**Given entries**
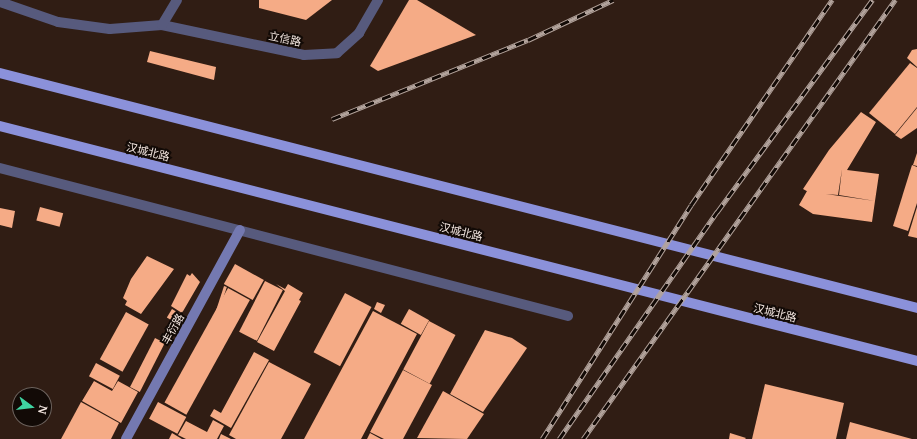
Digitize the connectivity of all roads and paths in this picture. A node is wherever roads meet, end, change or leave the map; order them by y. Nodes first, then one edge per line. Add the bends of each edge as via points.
1 (177, 0) edge
2 (378, 0) edge
3 (0, 2) edge
4 (162, 25) junction
5 (0, 73) edge
6 (0, 126) edge
7 (0, 168) edge
8 (240, 230) junction
9 (917, 308) edge
10 (568, 316) dead end
11 (917, 361) edge
12 (126, 439) edge

1 - 4 street
2 - 4 street, 立信路 via 359,33 337,53 304,55
3 - 4 street, 立信路 via 36,17 82,26 110,29
5 - 9 main road
6 - 11 main road, 汉城北路
7 - 8 street
8 - 10 street
8 - 12 street, 丰衍路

**Problem description**
A verbatim copy of the records above, without pictures, is required.

**Output**
Digitize the connectivity of all roads and paths in this picture. A node is wherever roads meet, end, change or leave the map; order them by y. Nodes first, then one edge per line. Add the bends of each edge as via points.
1 (177, 0) edge
2 (378, 0) edge
3 (0, 2) edge
4 (162, 25) junction
5 (0, 73) edge
6 (0, 126) edge
7 (0, 168) edge
8 (240, 230) junction
9 (917, 308) edge
10 (568, 316) dead end
11 (917, 361) edge
12 (126, 439) edge

1 - 4 street
2 - 4 street, 立信路 via 359,33 337,53 304,55
3 - 4 street, 立信路 via 36,17 82,26 110,29
5 - 9 main road
6 - 11 main road, 汉城北路
7 - 8 street
8 - 10 street
8 - 12 street, 丰衍路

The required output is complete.